I wrote a script to play Set in the statistical programming language
R. R, an interpreted language, isn’t anywhere near as fast at crunching numbers as a compiled language like C++, but it’s wonderfully suited for this sort of task: it took only 18 lines of code to simulate drawing a group of 12 cards at random (which itself took exactly one line of code) and counting all the SETs.

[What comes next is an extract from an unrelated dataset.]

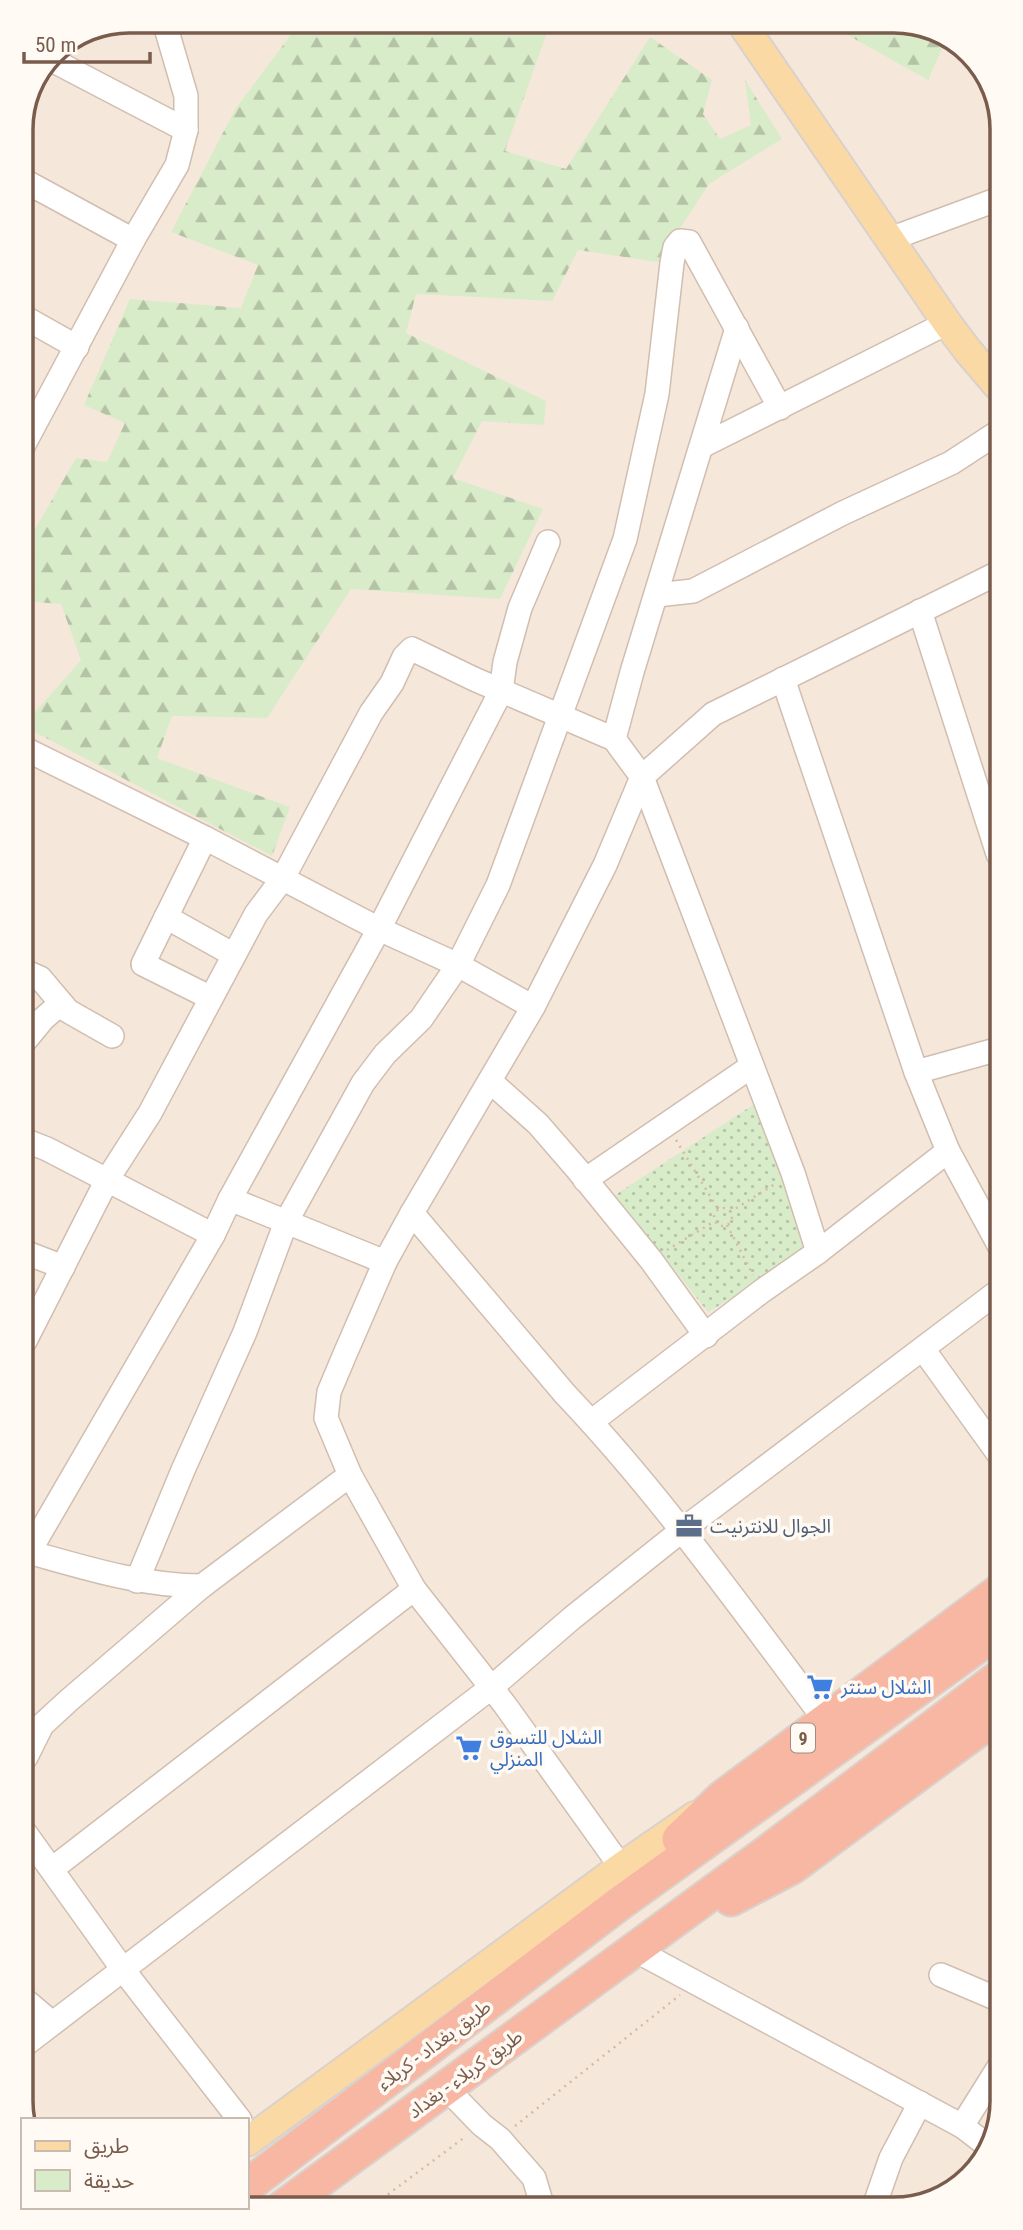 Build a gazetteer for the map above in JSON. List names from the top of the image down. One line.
{"streets":{"highway":["9","طريق بغداد - كربلاء","طريق كربلاء - بغداد"]},"crossings":[["9","طريق بغداد - كربلاء"]],"places":{"office":["الجوال للانترنيت"],"supermarket":["الشلال سنتر","الشلال للتسوق المنزلي"]},"legend":["طريق","حديقة"],"scale_bar":"50 m"}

Plate 4 shows the distribution of the number of SETs in 100,000 draws of 12 cards:
You can see that there are lots of SETs out there: more than half the samples contained three or more SETs, and six of them had 10 SETs each. Exactly 3,166 of 100,000 draws had no SETs. My estimate of the probability of not finding a SET in 12 cards, then, is 3166/100000 = 0.0317, or about 1 in 31.6.*
In summary, it’s not all that uncommon to have to draw additional cards to a given collection of 12 during a game of Set. There is about a 50/50 chance of finding a no-set group of 12 cards in 22 independent rounds. (Because the rounds in a real game of Set are not independent-two successive rounds share all but three of their cards-the chance of being stuck with a SETless group of cards is dependent on the number of SETs in the previous round.) On the other hand, the abundance of SETs (median = 3) in 12 cards suggests that when someone finds a SET and collects her cards, it is advantageous to keep looking for SETs in the remaining nine cards before the next three are even dealt out. (A quick simulation of 1000 groups of 9 random cards shows that such a group is about 70% likely to contain at least one SET.)
As an aside, I was delighted to find out that Set was developed by a
genetic epidemiologist. I should write the designer and ask how the categories in Set correspond to genetic elements of her project on heritability of canine epilepsy. Perhaps I should be teaching the students in my statistical genetics class to play Set!
Part II of my explorations of Set may be found
here.
_____________________
*Warning: If statistics makes your eyes glaze over, best to skip this paragraph, unless you wish to use it as a cure for insomnia.) Of course, this estimate has some uncertainty attached to it. (That’s the disadvantage of only having a finite amount of time to run simulations.) It so happens that the standard error (SE) of an estimate of probability measured as a number of counts, if the probability of success (here, finding a group of cards without a SET) is small, is approximately equal to the square root of the total counts. Moreover, if the number of counts is reasonably large (where “reasonably large” is usually taken as more than 30), then the estimate is approximately normally distributed (that is, as the familiar bell-shaped curve) with mean as the counts divided by the total number of trials, and SE the square root of the counts divided by total trials. A 95% “confidence interval” (CI; here, the range of probability values 95% likely to contain the true value) for a normally distributed estimate is the mean ± 1.96 SE. The square root of 3166 is about 56.3, and so 1.96 SEs is 110.3; hence the 95% CI for the probability is (0.0301, 0.0328). Naturally, if I ran more trials, I could estimate the likelihood with greater precision, but I already have it nailed to better than ± 5%-close enough to satisfy my curiosity.